23Ao lado dessas matérias, entretanto, encontravam-se outras que apresentavam uma face  oposta ao altruísmo que propagavam e exibiam em suas provas, levando à observação dos autores de que  a “aura de mistério e tragédia que exibiam em suas provas de jejum marcava sua vida pessoal”, juntando às reportagens sobre as apresentações, aquelas referentes a eventos biográficos, muitas vezes nas páginas policiais dos meios de comunicação jornalística de então. Rossana se suicidou e Arady Rezende faleceu num hospital psiquiátrico. O esquecimento a que eram relegadas, após breve período de glória e visibilidade na imprensa, muitas vezes associadas a casos de imoralidade, constituía, invariavelmente, outra marca da trajetória dessas artistas performáticas, de acordo com nossos autores.
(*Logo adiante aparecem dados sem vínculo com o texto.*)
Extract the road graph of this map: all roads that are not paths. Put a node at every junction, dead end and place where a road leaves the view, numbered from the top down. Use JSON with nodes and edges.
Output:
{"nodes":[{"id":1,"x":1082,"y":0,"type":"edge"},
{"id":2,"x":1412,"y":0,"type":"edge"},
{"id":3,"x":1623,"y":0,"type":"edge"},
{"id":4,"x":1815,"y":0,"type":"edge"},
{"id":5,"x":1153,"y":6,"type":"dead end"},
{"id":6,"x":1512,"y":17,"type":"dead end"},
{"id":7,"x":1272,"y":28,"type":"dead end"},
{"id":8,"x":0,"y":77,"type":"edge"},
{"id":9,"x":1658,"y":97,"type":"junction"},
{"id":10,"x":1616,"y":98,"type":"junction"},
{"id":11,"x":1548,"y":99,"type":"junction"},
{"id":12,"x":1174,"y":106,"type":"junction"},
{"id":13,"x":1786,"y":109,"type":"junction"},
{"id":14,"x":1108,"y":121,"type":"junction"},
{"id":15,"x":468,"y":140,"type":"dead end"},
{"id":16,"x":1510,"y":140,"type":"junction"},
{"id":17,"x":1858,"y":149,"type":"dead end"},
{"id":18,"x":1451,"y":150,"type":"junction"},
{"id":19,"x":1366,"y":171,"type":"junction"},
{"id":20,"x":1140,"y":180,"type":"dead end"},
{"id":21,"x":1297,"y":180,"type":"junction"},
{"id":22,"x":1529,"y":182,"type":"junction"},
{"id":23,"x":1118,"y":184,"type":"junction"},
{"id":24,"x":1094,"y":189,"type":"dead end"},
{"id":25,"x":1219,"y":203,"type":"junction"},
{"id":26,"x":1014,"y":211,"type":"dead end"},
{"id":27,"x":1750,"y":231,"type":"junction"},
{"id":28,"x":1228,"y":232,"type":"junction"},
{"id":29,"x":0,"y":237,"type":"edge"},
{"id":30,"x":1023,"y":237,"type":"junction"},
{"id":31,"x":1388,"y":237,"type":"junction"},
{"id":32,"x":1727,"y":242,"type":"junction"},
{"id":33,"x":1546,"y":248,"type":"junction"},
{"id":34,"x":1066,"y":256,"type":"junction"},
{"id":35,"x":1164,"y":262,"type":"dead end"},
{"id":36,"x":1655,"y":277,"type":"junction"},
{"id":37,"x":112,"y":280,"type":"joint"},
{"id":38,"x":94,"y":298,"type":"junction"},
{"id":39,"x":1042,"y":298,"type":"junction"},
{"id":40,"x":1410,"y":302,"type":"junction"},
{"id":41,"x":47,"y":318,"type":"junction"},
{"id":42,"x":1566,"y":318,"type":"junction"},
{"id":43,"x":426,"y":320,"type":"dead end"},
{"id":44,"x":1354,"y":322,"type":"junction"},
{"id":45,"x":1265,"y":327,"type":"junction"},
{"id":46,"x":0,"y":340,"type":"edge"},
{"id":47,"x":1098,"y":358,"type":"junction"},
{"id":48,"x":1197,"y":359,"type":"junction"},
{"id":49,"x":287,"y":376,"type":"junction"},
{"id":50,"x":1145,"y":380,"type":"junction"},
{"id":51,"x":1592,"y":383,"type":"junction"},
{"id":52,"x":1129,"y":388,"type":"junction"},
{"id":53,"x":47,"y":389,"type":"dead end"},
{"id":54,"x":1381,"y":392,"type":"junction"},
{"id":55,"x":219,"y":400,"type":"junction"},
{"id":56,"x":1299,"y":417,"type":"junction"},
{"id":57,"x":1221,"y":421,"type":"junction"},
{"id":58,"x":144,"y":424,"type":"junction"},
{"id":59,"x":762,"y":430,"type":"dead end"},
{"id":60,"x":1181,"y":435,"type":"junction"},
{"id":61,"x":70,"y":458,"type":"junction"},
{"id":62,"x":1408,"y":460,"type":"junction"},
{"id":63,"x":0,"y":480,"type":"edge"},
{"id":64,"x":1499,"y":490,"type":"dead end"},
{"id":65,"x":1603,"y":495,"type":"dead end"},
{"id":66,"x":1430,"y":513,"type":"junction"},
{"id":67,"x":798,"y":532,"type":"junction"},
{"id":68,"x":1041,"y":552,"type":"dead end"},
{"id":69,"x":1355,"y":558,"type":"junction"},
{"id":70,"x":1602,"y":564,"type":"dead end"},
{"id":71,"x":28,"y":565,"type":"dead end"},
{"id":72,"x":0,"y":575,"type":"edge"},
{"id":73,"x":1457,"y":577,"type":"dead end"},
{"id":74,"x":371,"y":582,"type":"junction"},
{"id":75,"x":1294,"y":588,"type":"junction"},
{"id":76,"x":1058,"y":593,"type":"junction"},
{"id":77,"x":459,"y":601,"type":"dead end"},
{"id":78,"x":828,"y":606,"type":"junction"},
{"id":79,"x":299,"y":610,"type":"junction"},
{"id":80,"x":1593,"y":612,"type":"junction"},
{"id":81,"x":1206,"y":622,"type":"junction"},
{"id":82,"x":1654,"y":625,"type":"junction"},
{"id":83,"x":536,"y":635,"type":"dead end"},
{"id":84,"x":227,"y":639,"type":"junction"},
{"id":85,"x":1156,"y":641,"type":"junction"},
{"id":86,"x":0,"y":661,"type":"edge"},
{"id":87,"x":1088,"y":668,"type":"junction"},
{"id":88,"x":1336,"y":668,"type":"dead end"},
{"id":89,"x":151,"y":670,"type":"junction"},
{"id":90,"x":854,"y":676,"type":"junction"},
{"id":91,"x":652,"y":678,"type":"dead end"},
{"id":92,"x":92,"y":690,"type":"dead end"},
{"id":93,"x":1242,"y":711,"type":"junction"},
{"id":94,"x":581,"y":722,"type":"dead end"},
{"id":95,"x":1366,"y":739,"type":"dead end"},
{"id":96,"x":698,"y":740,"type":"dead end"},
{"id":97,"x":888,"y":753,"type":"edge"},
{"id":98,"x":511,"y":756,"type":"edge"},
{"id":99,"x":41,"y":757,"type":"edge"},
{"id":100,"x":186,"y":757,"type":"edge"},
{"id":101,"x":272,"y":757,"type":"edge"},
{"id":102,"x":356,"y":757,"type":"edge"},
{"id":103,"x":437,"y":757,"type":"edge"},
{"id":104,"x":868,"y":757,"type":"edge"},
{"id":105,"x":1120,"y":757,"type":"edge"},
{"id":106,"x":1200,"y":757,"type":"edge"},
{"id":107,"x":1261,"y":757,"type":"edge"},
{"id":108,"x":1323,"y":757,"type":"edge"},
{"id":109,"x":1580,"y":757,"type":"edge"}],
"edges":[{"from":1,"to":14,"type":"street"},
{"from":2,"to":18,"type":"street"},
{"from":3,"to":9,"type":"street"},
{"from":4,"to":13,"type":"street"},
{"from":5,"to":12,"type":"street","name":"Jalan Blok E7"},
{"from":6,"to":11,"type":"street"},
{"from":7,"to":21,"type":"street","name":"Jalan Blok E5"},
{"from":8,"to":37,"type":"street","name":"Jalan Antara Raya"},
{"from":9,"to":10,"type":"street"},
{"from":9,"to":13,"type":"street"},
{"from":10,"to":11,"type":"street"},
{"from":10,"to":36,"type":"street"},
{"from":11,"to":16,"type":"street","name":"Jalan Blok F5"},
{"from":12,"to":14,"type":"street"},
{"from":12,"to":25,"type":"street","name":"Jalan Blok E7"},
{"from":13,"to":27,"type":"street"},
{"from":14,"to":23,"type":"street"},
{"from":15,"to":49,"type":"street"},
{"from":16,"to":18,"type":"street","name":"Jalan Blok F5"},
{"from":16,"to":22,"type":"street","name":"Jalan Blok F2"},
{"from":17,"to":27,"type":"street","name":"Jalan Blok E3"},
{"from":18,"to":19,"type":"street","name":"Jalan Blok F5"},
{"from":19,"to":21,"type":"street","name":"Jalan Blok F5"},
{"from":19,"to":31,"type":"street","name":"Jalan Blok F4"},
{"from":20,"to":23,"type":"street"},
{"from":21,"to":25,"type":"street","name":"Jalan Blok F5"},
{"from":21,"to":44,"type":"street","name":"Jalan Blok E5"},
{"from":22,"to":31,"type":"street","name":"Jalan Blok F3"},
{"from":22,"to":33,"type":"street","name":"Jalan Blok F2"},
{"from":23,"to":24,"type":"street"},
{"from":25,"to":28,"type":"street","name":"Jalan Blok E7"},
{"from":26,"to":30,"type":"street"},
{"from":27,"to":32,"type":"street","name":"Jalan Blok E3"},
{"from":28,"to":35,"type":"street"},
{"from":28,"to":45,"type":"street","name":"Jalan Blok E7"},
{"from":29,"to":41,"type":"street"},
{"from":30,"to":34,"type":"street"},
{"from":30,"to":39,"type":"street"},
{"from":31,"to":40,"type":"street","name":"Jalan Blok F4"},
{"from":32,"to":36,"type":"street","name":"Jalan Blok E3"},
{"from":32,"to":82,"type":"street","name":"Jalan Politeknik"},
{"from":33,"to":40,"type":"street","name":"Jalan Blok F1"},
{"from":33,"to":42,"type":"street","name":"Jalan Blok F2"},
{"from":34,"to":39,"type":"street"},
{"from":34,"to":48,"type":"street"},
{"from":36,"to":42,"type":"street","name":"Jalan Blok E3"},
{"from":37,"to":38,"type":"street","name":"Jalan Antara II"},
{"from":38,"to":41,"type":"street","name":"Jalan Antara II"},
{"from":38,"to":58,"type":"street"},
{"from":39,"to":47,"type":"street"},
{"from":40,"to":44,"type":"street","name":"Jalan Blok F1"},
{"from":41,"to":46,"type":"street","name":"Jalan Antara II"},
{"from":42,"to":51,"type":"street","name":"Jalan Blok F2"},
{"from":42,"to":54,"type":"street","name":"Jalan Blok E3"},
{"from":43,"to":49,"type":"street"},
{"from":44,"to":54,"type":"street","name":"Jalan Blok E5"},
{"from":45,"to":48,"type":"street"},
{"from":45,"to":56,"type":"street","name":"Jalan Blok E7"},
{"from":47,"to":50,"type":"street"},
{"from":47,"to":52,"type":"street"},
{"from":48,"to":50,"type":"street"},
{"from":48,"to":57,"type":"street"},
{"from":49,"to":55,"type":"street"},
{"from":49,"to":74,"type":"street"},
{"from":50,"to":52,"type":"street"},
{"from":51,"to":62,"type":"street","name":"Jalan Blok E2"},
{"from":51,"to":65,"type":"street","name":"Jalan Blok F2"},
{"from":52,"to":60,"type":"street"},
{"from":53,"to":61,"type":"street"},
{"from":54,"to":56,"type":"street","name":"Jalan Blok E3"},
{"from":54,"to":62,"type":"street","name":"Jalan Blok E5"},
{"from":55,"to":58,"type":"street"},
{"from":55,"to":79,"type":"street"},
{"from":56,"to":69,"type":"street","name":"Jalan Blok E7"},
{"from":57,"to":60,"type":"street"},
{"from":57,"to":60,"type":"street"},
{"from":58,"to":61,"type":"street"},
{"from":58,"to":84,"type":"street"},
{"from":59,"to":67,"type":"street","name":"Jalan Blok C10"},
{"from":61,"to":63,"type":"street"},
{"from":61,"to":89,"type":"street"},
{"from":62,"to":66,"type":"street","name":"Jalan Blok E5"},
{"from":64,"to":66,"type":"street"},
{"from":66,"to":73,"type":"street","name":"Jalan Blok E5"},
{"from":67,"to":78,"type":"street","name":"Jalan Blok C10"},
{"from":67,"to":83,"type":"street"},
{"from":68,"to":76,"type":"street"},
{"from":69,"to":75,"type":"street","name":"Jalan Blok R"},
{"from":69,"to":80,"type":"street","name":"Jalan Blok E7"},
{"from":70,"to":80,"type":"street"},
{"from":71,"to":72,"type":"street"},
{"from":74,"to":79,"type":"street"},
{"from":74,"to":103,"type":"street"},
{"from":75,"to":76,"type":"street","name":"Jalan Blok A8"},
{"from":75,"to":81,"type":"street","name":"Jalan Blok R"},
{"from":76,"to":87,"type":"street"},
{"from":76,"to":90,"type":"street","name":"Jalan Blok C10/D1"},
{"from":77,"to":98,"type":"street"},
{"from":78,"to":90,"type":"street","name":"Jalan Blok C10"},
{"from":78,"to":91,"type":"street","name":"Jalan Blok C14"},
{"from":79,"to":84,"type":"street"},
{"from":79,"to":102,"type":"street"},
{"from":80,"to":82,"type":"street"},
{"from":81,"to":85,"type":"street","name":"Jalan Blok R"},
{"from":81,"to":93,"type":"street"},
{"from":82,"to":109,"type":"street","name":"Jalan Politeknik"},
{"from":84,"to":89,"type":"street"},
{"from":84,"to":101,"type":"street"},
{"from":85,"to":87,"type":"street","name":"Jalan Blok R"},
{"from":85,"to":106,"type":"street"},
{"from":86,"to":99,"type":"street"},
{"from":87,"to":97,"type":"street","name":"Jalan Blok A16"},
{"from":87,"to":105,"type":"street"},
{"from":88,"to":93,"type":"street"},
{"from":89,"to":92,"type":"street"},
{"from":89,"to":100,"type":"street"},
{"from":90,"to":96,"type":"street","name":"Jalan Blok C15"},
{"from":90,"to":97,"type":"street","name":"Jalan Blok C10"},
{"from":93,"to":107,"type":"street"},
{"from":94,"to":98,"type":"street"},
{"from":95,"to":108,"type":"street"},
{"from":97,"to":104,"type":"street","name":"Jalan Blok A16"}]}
24Ao mesmo tempo, o livro reúne material demonstrando que foram consideradas também  símbolos de afirmação de direitos igualitários com relação ao gênero masculino.

25Havia manifestações da imprensa que outorgavam à arte das faquirezas valor político de defesa de ideais libertários e de afirmação de um movimento feminista que se poderia dizer emergente nos círculos artísticos brasileiros, desde o inicio do século.
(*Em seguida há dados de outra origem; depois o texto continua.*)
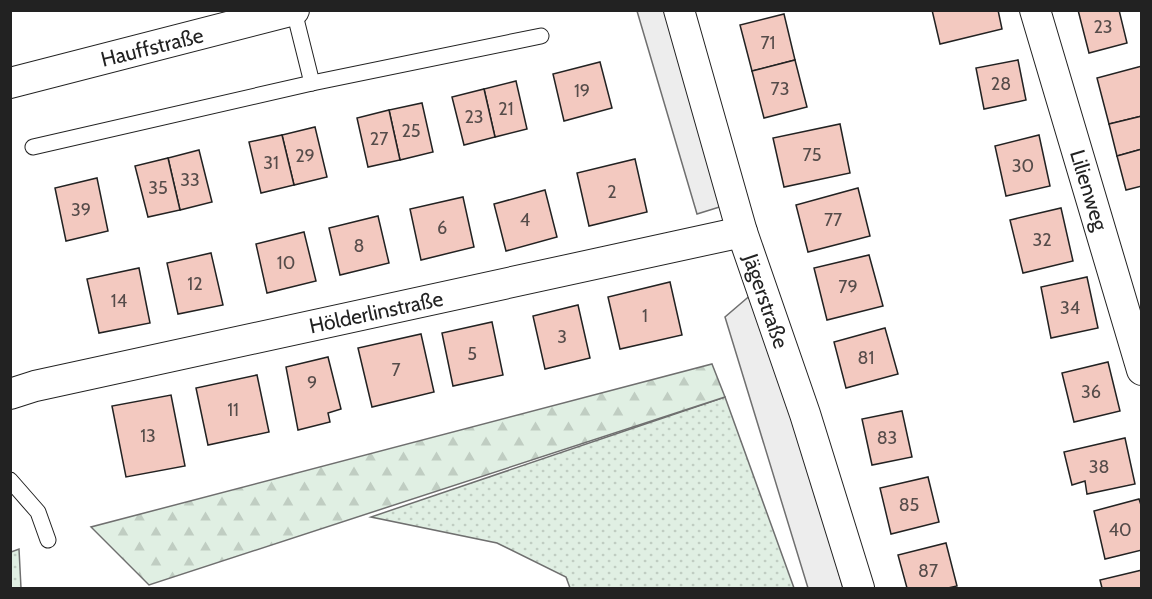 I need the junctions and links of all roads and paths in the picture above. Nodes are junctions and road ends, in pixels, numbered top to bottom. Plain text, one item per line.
1 (679, 10) edge
2 (1035, 10) edge
3 (294, 11) edge
4 (541, 36) dead end
5 (312, 82) junction
6 (10, 83) edge
7 (33, 147) dead end
8 (742, 232) junction
9 (1142, 370) edge
10 (10, 394) edge
11 (10, 480) edge
12 (48, 540) dead end
13 (859, 588) edge

1 - 8 street, Jägerstraße
2 - 9 street, Lilienweg
3 - 5 lane, Hauffstraße
3 - 6 street, Hauffstraße
4 - 5 lane
5 - 7 lane
8 - 10 street, Hölderlinstraße
8 - 13 street, Jägerstraße
11 - 12 lane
26Em matéria do jornal A Noite, Rio de Janeiro, de 16 de dezembro de 1922, lia-se a respeito de Rose Rogé que “é esta a maior e mais interessante novidade da época. Com a sua primeira jejuadora, o feminismo marcará mais um tento aos seus ideais de liberdade”. O capítulo dedicado àquela que os autores consideram como uma das primeiras faquirezas do Brasil traz ainda noticias e anúncios de jornais que informam sobre sua trajetória profissional (costureira, dona de pensão e faquireza). Ao mesmo tempo, encontram-se reportagens que documentam escândalos com dados obtidos junto a uma delegacia de polícia. As reportagens não deixam de sugerir aspectos imorais no comportamento de Rose Rogé que teria se dedicado à profissão de faquireza como uma solução para sair da situação de miséria em que acabou se encontrando.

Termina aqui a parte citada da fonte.